Esse é o tempo que as poesias de “Morada mínima” levaram para maturar. Uma vida, no caso, do poeta – sempre – e jornalista Guilherme Pena. Apesar da longa vivência no ambiente corporativo, nada poético, manteve vivo dentro de si o chamado aos versos. Poucas pessoas leram esses poemas. Foram reescritos, copidescados, ajustados com vagar. A época da publicação é prova de que o autor não teve pressa, essa sim, inimiga dos escritores. Leiam a entrevista com o autor.
Por que esperar tanto tempo para publicar seu primeiro livro de poesias?
R: Metade dos poemas de “Morada mínima” são do século passado e a outra metade foi escrita nos anos 2000, em meio a uma carreira de trabalho absolutamente absorvente. O livro chegou a ter outras formas, títulos e composições, mas sempre na gaveta. Em 2019, encerrei meu ciclo profissional e voltei aos arquivos com mais inteireza. Precisei tomar a decisão interna de concluir esse processo, então fechei o livro.
Você é essencialmente poeta? Ou pretende escrever contos e romances?
R: Gostaria de ser “essencialmente poeta”, mas não depende do desejo. Fui muito impregnado pelo trabalho. Para mim, jornalismo não é profissão, é um modo de ver e repercutir a vida. Então, escrever literatura sempre foi um impulso muito frequente. Agora, está sendo uma elaboração mais consciente e prazerosa. Ainda tenho algumas pastas com fragmentos de prosa que serão revisitados, mas não acredito que tenha imaginação suficiente para costurar um romance. Por isso, o formato está em aberto. Mas sempre farei poesia.
Imaginamos que tenha muito material guardado. Como foi o processo de seleção das poesias para o livro?
R: Você acertou! Alguns poemas da “Morada” nasceram prontos e adormeceram um tempo. Outros foram retrabalhados esporadicamente, quando a ideia ressurgia com uma nova imagem, um confronto, um desfecho. Como a produção aumentou com mais tempo livre, a decisão de publicar veio como uma urgência, depois de tanto tempo. Comecei a digitar o que estava manuscrito e a colocar em ordem de sentido aquilo que me parecia bom, até considerar que havia um livro naquela reunião.

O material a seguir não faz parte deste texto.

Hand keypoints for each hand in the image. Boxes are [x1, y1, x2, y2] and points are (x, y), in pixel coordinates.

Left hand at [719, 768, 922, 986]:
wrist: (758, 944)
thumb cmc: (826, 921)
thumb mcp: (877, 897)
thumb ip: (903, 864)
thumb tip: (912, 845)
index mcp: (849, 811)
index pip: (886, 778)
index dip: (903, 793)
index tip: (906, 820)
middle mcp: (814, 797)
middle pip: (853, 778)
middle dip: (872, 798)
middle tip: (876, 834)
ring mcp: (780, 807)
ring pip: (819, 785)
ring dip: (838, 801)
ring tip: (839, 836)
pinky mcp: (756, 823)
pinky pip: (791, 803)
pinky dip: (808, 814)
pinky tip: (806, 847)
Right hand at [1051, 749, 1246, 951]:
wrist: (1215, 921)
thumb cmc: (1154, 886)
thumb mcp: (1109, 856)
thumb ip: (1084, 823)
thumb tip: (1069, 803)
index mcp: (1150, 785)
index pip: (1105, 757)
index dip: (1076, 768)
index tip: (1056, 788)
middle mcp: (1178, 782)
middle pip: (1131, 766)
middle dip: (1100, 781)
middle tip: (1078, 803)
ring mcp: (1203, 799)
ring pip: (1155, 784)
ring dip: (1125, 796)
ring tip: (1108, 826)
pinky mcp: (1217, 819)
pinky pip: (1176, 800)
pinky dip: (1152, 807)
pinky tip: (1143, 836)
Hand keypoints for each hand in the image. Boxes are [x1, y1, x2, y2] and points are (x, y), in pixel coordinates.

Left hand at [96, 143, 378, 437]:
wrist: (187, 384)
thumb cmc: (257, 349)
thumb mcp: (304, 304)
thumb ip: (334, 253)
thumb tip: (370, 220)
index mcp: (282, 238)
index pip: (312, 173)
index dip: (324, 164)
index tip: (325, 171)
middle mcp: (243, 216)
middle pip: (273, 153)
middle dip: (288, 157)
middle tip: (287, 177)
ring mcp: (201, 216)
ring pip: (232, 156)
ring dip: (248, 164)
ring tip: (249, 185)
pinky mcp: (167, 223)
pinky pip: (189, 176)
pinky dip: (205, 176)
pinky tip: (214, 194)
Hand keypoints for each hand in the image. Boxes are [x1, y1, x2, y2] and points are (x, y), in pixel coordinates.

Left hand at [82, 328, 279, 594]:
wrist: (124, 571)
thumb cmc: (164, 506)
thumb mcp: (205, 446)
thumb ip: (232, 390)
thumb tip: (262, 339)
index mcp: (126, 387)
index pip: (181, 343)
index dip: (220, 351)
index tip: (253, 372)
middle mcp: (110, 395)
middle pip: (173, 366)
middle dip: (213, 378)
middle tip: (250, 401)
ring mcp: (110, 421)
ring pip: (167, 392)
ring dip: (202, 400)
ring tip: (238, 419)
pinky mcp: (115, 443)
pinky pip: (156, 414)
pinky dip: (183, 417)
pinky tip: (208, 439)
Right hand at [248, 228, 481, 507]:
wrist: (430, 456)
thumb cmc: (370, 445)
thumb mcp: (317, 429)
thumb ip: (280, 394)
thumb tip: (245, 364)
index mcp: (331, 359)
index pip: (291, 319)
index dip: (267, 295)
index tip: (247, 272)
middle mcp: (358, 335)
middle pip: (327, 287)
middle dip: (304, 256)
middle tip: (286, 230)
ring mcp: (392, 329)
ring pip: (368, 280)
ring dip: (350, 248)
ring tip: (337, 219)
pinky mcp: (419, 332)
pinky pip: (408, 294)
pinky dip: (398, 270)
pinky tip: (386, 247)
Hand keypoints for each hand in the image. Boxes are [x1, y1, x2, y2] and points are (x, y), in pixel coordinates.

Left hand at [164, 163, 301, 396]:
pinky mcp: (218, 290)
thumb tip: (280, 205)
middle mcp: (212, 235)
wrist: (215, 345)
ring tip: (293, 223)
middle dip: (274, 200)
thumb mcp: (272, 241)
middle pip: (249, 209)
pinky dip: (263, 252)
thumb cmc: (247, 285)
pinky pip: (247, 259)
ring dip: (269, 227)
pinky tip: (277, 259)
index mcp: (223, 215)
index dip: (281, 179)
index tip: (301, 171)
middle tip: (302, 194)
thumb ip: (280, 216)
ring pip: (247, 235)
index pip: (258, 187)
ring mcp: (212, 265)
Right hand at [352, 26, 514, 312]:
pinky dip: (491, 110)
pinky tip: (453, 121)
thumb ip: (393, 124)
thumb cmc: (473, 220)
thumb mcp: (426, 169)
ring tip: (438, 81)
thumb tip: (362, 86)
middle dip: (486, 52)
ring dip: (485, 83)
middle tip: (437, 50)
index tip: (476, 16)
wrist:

Poesia é um gênero que “vende pouco” no Brasil, país carente de leitores. Como se sente a respeito disso?
R: Vende pouco, mas é muito produzida. Passei a percorrer a “cena poética” de São Paulo e vi que há centenas, milhares de poetas em atividade, novas editoras, círculos de leitura vibrantes. E isso acontece em BH, no Rio, no Sul e no Norte. Descobri que existe o “slam” e quero aprender como acontece. Estou aprendendo também como funciona o mercado editorial, mas não estou preocupado com isso. Penso em produzir mais e melhor, e chegar a quem se destina, mesmo que eu não saiba quem nem onde.
Quais livros de poesias clássicos e contemporâneos te marcaram como poeta?
R: A obra do Drummond, o poeta e o cronista, desde a infância. Manoel Bandeira, naquela transição do formalismo para o verso livre e solto. Paulo Mendes Campos, denso em verso e prosa. Fernando Pessoa, arrebatador. Os romances de Machado de Assis e José Lins do Rego – nunca esqueci de “Pureza”. Os contemporâneos são os poetas mineiros que estavam mais próximos na minha juventude, como Márcio Almeida, Paulinho Assunção, Antônio Barreto, Adão Ventura, a turma do Varal de Poesia, Guilherme Mansur e Régis Gonçalves à frente. E tenho que mencionar ainda a grandeza da poesia da MPB de todos os tempos.
Quais são os desafios para um escritor maduro que está começando?
R: Prefiro pensar nas vantagens. Tenho mais tempo livre para ler e escrever, participar de oficinas. Ao frequentar a “cena literária”, percebo que o repertório acumulado ajuda a fazer novas conexões criativas. Os desafios da maturidade estão no campo da tecnologia: blogs e redes sociais são instrumentos poderosos com os quais tenho pouca intimidade. Meus primeiros poemas foram impressos na tipografia. Ainda acredito no papel.
O que diria aos que ainda hesitam em publicar pela primeira vez seus escritos?
R: Não hesitem, arrisquem. Um dos problemas do escritor é a autocrítica. Na falta, nos faz publicar qualquer coisa, sem um crivo de qualidade. Mas o excesso talvez seja um complicador maior: nunca a obra estará pronta. Então, publiquem, na forma que for possível. Como me disse o amigo e escritor Afonso Borges, quando compartilhei com ele o meu temor: “O jeito é colocar a cara”, e seja o que for.